Sex. Go ahead and say it. Spell it out if it makes you more comfortable — but also remember that if it weren’t for sex you wouldn’t be reading this right now. Technically, if not directly. Well, rather directly, actually. Feel free to thank your parents. Telepathically.
So yeah — sex. The opening scenes of Middle Men will remind audience members that sex is not only everywhere, but it is easily accessible and relatively anonymous — a privilege, one could say, that many today take for granted. The technology of today dates even fifteen years back as a long, long time ago. The modern generation will concur that more, easier, and faster is better — and most anyone will tell you that if you want something enough, it’s worth paying for. If that’s how it is today for most any product of popular demand, imagine something as specific and intimidating as the adult industry knocking at your door — at your request, no less — and not knowing how exactly to entertain it.
Wayne Beering (Giovanni Ribisi) and Buck Dolby (Gabriel Macht) are the two smarter-than-they-look fools who literally cash in on this idea, charging a subscription to fresh and frequent pornographic material at the low cost of only $9.99. It is in their run-down landfill of a living room in which the idea is born, and bam! — two and two is four (or rather, barbiturates and cocaine is a multi-million dollar idea). But with any get-rich-quick idea there is a price to be paid — especially when that price is a promise to a Russian mob boss and club owner — one Nikita Sokoloff (Rade Sherbedgia) — namely, part of the profits for filming his club girls in tantalizing situations. Beering and Dolby find themselves in way over their heads in drugs, fake body parts, and threats so much that “fix-it” businessman Jack Harris (Luke Wilson) is called upon to, well, fix things. You know, before someone really gets screwed. With the goal of refining the situation — redistributing the chaos by declaring themselves ‘middle men’ in the process — they’re still able to make insane amounts of cash in a way that will more efficiently satisfy their needs and the needs of others — generally speaking. Which is always a good thing.

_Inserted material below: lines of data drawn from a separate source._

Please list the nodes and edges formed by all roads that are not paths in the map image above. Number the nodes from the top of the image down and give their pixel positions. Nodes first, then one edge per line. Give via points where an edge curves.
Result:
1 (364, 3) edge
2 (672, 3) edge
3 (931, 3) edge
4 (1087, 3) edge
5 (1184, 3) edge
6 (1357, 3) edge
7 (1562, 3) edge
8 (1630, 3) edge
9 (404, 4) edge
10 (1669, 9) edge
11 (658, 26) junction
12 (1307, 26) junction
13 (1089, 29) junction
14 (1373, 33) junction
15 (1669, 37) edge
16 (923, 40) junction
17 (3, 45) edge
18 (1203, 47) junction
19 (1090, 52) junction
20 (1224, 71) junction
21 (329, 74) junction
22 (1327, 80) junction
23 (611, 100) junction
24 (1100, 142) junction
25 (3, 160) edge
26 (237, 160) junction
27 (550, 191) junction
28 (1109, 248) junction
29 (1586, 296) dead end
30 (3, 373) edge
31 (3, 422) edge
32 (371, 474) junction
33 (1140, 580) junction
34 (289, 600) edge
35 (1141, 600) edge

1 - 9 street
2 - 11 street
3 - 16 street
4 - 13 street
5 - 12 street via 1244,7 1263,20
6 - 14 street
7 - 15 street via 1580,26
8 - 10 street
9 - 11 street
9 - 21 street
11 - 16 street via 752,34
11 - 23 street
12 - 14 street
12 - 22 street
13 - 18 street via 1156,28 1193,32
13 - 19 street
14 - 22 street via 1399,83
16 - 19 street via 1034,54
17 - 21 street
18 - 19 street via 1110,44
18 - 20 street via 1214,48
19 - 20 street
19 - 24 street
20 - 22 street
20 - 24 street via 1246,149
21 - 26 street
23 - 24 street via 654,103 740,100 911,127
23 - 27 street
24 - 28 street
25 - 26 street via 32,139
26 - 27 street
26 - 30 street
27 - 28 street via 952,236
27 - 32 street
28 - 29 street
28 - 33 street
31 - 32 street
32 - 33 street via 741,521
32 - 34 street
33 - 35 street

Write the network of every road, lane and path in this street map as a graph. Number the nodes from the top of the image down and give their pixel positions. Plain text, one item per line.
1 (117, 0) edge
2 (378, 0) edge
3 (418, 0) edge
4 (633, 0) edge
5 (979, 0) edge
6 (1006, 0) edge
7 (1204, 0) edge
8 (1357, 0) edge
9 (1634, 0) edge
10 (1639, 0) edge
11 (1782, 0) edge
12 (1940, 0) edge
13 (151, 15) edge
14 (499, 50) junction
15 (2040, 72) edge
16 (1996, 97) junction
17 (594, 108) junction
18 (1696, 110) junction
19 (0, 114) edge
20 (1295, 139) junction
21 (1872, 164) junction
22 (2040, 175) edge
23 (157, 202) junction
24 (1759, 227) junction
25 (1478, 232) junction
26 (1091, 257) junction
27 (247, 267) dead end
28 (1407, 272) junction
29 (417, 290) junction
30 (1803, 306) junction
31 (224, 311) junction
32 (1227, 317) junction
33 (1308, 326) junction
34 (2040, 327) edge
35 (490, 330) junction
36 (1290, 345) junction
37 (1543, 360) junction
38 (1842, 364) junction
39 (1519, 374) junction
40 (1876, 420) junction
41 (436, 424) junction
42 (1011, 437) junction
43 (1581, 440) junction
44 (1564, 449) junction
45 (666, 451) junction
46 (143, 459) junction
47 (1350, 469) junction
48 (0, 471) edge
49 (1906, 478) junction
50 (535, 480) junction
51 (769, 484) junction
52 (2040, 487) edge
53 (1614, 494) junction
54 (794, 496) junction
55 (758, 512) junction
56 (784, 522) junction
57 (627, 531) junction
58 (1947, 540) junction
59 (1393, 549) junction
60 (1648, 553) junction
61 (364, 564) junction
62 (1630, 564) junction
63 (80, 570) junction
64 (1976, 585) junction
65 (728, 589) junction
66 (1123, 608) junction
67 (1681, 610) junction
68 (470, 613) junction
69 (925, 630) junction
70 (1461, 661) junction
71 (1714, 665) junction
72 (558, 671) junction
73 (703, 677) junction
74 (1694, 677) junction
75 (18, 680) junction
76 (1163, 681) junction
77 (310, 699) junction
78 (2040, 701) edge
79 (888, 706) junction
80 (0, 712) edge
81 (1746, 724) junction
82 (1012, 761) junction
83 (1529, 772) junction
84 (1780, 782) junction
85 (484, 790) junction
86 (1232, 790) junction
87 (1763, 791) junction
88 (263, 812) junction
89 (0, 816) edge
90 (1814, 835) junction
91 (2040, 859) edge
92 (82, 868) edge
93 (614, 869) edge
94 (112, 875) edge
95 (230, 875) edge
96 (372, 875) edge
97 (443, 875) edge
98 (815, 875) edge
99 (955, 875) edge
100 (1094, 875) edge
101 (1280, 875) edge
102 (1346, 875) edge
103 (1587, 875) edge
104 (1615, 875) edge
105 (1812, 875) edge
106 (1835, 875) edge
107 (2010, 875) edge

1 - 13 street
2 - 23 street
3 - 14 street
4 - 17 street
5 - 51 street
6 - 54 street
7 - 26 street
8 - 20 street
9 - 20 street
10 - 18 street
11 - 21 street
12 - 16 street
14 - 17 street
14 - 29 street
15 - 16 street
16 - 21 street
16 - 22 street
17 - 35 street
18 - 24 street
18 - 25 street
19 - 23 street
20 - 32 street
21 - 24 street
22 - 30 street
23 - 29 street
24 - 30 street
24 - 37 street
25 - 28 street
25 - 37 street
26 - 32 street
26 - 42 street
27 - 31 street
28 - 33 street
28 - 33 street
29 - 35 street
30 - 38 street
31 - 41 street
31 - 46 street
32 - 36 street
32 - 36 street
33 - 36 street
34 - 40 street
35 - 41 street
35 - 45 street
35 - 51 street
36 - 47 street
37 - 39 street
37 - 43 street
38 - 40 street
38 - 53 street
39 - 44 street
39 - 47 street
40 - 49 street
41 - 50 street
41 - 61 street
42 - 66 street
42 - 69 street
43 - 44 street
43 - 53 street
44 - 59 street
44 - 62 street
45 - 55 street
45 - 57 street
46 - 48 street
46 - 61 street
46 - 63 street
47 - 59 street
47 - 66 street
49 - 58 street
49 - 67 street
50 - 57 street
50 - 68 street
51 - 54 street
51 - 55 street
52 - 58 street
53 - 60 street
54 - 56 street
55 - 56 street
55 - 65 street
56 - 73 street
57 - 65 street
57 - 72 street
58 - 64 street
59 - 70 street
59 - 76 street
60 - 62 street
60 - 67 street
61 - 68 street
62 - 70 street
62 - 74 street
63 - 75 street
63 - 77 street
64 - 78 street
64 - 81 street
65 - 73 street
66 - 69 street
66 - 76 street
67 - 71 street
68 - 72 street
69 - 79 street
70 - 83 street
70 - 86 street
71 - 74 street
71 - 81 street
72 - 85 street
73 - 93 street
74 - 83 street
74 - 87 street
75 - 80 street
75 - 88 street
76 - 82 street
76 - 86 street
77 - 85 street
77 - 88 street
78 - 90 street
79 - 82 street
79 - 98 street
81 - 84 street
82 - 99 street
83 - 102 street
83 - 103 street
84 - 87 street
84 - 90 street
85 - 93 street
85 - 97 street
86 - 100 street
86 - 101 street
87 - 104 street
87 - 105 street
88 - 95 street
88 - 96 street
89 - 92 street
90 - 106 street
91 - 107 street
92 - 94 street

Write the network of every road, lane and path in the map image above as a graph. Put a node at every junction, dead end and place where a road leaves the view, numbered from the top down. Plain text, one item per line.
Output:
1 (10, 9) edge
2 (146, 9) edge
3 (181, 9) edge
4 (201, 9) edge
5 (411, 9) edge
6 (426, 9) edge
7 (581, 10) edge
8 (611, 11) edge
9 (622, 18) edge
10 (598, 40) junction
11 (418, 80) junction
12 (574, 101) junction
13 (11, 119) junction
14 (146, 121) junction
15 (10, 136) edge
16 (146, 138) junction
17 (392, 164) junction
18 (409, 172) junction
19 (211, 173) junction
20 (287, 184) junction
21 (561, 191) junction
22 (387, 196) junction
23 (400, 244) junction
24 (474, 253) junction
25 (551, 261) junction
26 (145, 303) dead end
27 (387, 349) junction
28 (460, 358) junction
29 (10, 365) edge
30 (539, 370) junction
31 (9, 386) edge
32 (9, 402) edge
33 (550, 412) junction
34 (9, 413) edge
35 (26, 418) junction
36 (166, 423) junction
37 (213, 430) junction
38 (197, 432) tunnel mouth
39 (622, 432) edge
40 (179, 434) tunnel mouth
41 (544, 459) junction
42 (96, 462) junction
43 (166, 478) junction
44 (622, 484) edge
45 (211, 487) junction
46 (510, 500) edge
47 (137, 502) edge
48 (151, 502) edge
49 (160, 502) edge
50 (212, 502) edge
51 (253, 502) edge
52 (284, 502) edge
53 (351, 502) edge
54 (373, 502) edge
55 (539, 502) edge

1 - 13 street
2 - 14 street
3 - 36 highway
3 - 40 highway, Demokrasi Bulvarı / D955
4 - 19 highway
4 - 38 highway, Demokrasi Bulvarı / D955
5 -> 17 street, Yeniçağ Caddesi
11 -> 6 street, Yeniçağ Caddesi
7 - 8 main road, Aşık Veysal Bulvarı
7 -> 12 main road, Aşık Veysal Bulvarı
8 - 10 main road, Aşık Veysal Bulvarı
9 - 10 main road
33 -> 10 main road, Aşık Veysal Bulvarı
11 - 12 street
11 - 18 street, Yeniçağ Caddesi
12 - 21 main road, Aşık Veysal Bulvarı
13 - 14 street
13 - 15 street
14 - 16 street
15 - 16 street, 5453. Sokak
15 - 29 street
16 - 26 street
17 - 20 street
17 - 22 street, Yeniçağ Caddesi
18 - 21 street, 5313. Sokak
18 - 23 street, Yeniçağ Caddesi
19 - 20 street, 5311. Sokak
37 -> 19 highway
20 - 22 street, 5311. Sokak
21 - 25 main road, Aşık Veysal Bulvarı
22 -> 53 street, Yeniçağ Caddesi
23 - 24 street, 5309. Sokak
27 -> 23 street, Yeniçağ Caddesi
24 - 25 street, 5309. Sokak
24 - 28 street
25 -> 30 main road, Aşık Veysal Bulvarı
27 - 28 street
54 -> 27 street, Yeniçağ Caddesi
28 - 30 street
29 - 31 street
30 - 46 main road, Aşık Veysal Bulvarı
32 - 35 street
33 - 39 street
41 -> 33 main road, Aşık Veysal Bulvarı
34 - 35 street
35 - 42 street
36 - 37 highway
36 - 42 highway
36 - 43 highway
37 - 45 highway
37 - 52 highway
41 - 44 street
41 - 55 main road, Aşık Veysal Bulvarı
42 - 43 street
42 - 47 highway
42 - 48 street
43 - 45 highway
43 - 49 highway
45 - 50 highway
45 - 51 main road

Oh yeah, and somehow the FBI gets involved.
If it sounds like there’s a lot going on, there is. Being that this is a comedy and a drama, there are many ways that this film could go — and go it does, in every which way. In the one moment you’re nervously laughing harder than necessary at Ribisi and Macht pummeling each other in a drug-induced rage, you’re empathizing with the plight of Wilson’s portrayal of the family man, all while recoiling at the presence of any and all snakes in the grass. Hinged on a script based on the experiences of producer Christopher Mallick, what makes this film at least interesting — if not completely different — is wondering which parts are fictionalized and which parts are drawn from real-life.
Middle Men works the visual angle to the film-goer’s benefit — concerning one’s fragile but over-worked state of mind while on drugs as much as it does when sex wags its little bunny tail at one who is trying not to lick their chops so obviously. There is also much care in moving from character perception to character perception, often in the same scene, whether isolated by chaos or surrounded by it. It proves to be seamless but not reeking of trying too hard, therefore reinforcing the reality of human imperfection and that, for good or bad, sometimes you just want a way out.
All of this brings to the fore of what’s different about this kind of comedy and the other similar bouncing-off-the-walls comedies out there today and that would be the prevailing dark undertone. When it is hilarious or borderline obscene there is an aura of foreboding where there’s no sure way of knowing exactly how, when or if. Even with room left to let the plot unfold further, why manages to get answered really quickly. The story itself dances so much between the lines of pleasure and pain that it’s almost impossible to not get involved no matter where you are on the fence of real-life or fiction.